Zes dagen had het volk gewerkt, de zevende dag was de dag van God. Op die dag was de macht van God pas echt te zien geweest. Zeven keer waren ze zwijgend rond de stad getrokken. Alleen het geluid van de ramshoorns was te horen geweest. Toen sprak Jozua, het was klaar, de stad was in handen van Israël, maar alle bezit, alle buit was voor de overwinnaar, de God van Israël. Het was tijd om te juichen, om werkelijk de stad binnen te gaan. En gejuicht werd er, de ramshoorns klonken weer en de muren van Jericho stortten in. Toen werd de stad een puinhoop. Niets bleef er over, de brand er in, dit was de stad die niets wilde toelaten, die met niets en niemand wilde delen. Alle buit werd naar die tent gebracht waar de Ark van het verbond haar plaats had. Waar de Priesters werkten en waar het volk haar God kon ontmoeten. Niet alleen het goud en het zilver, maar ook de koperen, bronzen en ijzeren voorwerpen werden naar die tent gebracht waar een speciale schatkamer was gebouwd.

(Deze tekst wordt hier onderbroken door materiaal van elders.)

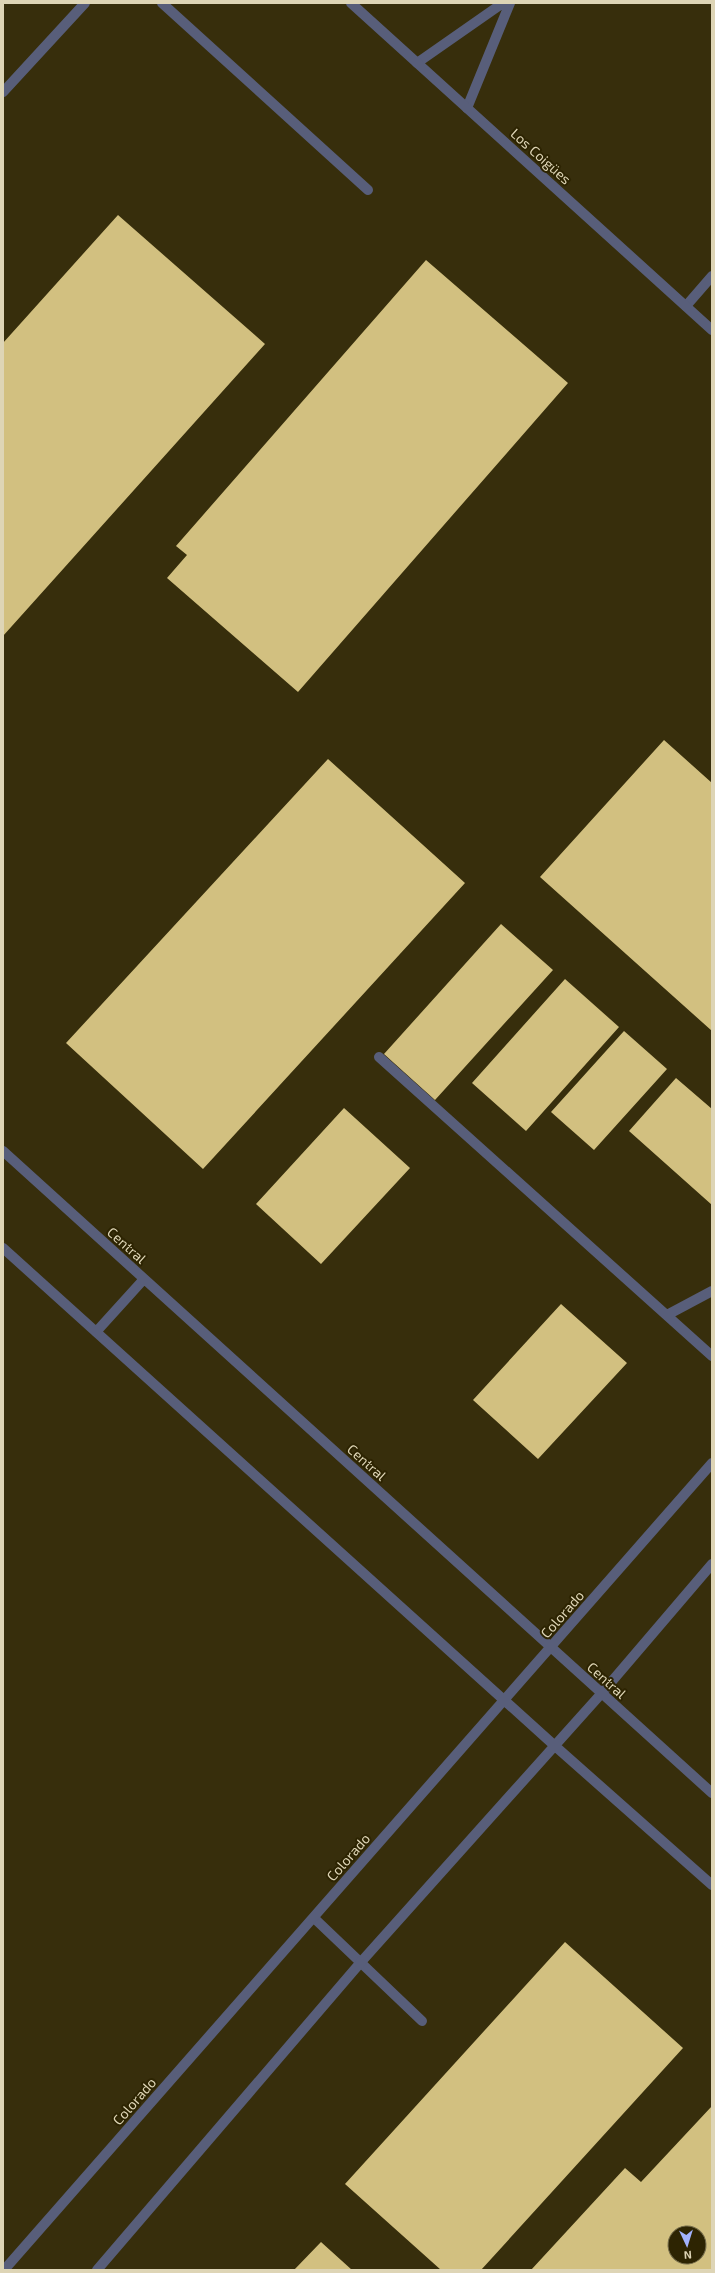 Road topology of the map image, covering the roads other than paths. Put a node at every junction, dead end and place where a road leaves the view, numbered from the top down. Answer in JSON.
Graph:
{"nodes":[{"id":1,"x":85,"y":3,"type":"edge"},
{"id":2,"x":162,"y":3,"type":"edge"},
{"id":3,"x":351,"y":3,"type":"edge"},
{"id":4,"x":503,"y":3,"type":"edge"},
{"id":5,"x":510,"y":3,"type":"edge"},
{"id":6,"x":417,"y":63,"type":"junction"},
{"id":7,"x":3,"y":92,"type":"edge"},
{"id":8,"x":467,"y":108,"type":"junction"},
{"id":9,"x":368,"y":190,"type":"dead end"},
{"id":10,"x":712,"y":276,"type":"edge"},
{"id":11,"x":686,"y":306,"type":"junction"},
{"id":12,"x":712,"y":330,"type":"edge"},
{"id":13,"x":379,"y":1058,"type":"dead end"},
{"id":14,"x":3,"y":1151,"type":"edge"},
{"id":15,"x":3,"y":1248,"type":"edge"},
{"id":16,"x":144,"y":1280,"type":"junction"},
{"id":17,"x":712,"y":1291,"type":"edge"},
{"id":18,"x":667,"y":1315,"type":"junction"},
{"id":19,"x":96,"y":1332,"type":"junction"},
{"id":20,"x":712,"y":1356,"type":"edge"},
{"id":21,"x":712,"y":1463,"type":"edge"},
{"id":22,"x":712,"y":1564,"type":"edge"},
{"id":23,"x":551,"y":1648,"type":"junction"},
{"id":24,"x":602,"y":1694,"type":"junction"},
{"id":25,"x":505,"y":1700,"type":"junction"},
{"id":26,"x":555,"y":1746,"type":"junction"},
{"id":27,"x":712,"y":1794,"type":"edge"},
{"id":28,"x":712,"y":1885,"type":"edge"},
{"id":29,"x":314,"y":1918,"type":"junction"},
{"id":30,"x":361,"y":1962,"type":"junction"},
{"id":31,"x":422,"y":2021,"type":"dead end"},
{"id":32,"x":4,"y":2270,"type":"edge"},
{"id":33,"x":97,"y":2270,"type":"edge"}],
"edges":[{"from":1,"to":7,"type":"street"},
{"from":2,"to":9,"type":"street"},
{"from":3,"to":6,"type":"street","name":"Los Coigües"},
{"from":4,"to":6,"type":"street"},
{"from":5,"to":8,"type":"street"},
{"from":6,"to":8,"type":"street","name":"Los Coigües"},
{"from":8,"to":11,"type":"street","name":"Los Coigües"},
{"from":10,"to":11,"type":"street"},
{"from":11,"to":12,"type":"street","name":"Los Coigües"},
{"from":13,"to":18,"type":"street"},
{"from":14,"to":16,"type":"street","name":"Central"},
{"from":15,"to":19,"type":"street"},
{"from":16,"to":19,"type":"street"},
{"from":16,"to":23,"type":"street","name":"Central"},
{"from":17,"to":18,"type":"street"},
{"from":18,"to":20,"type":"street"},
{"from":19,"to":25,"type":"street"},
{"from":21,"to":23,"type":"street","name":"Colorado"},
{"from":22,"to":24,"type":"street"},
{"from":23,"to":24,"type":"street","name":"Central"},
{"from":23,"to":25,"type":"street","name":"Colorado"},
{"from":24,"to":26,"type":"street"},
{"from":24,"to":27,"type":"street","name":"Central"},
{"from":25,"to":26,"type":"street"},
{"from":25,"to":29,"type":"street","name":"Colorado"},
{"from":26,"to":28,"type":"street"},
{"from":26,"to":30,"type":"street"},
{"from":29,"to":30,"type":"street"},
{"from":29,"to":32,"type":"street","name":"Colorado"},
{"from":30,"to":31,"type":"street"},
{"from":30,"to":33,"type":"street"}]}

Doet God zijn belofte gestand? Er was één inwoonster van Jericho geweest die erkend had dat het land Kanaän gegeven was aan het volk van Israël. Zij had ingezien dat haar redding zou liggen in de bereidheid dat land te delen met die woestijnzwervers. Nu waren de muren van de stad ingevallen. Maar één muurhuis was blijven staan. Daar hing een rood koord naar buiten. Daar was het bordeel van de hoer Rachab. Zij had al haar familie daar verzameld, de twee verspieders aan wie zij onderdak geboden had mochten haar nu uit de puinhoop halen. Die familie van Rachab had nog eeuwenlang in Israël gewoond, ze konden worden aangewezen als nakomelingen van Rachab. Daardoor waren ze levende monumenten geworen van de trouw van de God van Israël. In het kamp bij de overtocht door de Jordaan waren er stenen opgericht om die bijzondere gebeurtenis te herdenken. Nu waren de stenen van Jericho zelf een gedenkteken geworden, niemand mocht dat gedenkteken verstoren. Wij kunnen als levend bewijs van de kracht van de God van Israël zelf levende monumenten zijn als we zijn levensregel volgen en onze naaste liefhebben als ons zelf, dat mag elke dag weer, elke morgen opnieuw, ook vandaag weer.